_How to complete this task_.
A single number is required: how many lines in the entries hold the word "Drive".

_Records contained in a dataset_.
______________________________

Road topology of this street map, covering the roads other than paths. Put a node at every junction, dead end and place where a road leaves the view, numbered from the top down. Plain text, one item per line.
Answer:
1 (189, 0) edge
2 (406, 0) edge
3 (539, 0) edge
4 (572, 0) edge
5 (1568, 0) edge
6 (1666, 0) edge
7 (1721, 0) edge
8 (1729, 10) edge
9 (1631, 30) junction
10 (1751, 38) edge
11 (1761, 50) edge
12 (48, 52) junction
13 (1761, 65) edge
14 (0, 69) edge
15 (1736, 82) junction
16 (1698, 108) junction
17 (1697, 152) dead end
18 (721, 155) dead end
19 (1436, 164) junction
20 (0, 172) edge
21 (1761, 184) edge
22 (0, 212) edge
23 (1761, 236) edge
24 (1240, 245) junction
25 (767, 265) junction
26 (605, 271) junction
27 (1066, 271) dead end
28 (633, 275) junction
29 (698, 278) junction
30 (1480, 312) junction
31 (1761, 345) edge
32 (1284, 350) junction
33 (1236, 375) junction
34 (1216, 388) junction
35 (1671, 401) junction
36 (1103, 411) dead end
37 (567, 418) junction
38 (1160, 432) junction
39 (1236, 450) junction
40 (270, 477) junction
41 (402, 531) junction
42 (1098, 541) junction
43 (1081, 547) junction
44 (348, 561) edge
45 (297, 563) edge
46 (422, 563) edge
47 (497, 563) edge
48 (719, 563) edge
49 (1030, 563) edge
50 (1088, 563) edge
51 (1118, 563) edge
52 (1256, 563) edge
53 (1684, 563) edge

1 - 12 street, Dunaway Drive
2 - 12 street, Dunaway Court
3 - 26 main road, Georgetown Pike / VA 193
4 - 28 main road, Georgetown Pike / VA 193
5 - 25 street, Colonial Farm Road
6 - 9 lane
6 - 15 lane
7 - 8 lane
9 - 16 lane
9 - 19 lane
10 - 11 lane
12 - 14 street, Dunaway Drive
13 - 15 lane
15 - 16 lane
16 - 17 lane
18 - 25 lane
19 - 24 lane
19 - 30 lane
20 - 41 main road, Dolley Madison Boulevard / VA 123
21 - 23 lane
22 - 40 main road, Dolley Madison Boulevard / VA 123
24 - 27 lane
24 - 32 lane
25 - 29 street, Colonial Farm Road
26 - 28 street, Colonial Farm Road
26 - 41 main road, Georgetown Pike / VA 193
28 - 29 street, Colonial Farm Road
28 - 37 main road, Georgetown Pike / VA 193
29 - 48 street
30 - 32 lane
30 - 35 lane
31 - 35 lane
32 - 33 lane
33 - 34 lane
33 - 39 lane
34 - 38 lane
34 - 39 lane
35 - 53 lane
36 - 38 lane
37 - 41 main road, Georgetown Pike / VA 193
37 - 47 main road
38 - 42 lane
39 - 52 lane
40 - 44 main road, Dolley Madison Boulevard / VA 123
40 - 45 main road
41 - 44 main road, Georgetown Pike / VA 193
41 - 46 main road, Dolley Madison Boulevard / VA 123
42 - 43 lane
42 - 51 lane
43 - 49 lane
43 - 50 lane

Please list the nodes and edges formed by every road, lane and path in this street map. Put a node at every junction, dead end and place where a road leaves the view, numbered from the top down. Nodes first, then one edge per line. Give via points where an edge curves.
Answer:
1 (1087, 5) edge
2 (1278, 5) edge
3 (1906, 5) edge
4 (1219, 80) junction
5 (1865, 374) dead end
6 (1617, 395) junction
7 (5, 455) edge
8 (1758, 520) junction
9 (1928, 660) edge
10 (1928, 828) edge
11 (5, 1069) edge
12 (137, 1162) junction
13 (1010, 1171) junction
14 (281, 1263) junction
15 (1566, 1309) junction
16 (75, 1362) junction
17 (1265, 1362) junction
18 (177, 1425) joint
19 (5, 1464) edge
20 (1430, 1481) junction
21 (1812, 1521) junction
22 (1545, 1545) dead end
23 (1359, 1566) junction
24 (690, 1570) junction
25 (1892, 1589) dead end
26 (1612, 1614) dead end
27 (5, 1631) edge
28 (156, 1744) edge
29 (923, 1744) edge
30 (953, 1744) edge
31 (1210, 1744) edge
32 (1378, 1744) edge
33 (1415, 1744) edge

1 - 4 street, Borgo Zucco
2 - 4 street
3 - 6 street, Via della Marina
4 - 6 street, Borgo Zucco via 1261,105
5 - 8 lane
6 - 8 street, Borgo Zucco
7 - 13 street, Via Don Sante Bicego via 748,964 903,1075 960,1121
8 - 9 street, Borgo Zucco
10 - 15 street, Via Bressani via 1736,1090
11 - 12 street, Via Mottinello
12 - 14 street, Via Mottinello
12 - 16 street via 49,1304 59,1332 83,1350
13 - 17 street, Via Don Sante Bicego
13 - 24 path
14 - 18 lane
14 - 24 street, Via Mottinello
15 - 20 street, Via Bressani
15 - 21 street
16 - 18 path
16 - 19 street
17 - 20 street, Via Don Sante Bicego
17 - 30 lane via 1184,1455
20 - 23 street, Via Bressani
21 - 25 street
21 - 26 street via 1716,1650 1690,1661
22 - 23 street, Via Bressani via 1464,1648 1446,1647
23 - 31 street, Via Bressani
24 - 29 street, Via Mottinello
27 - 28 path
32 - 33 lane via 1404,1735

______________________________

_Task result_.
2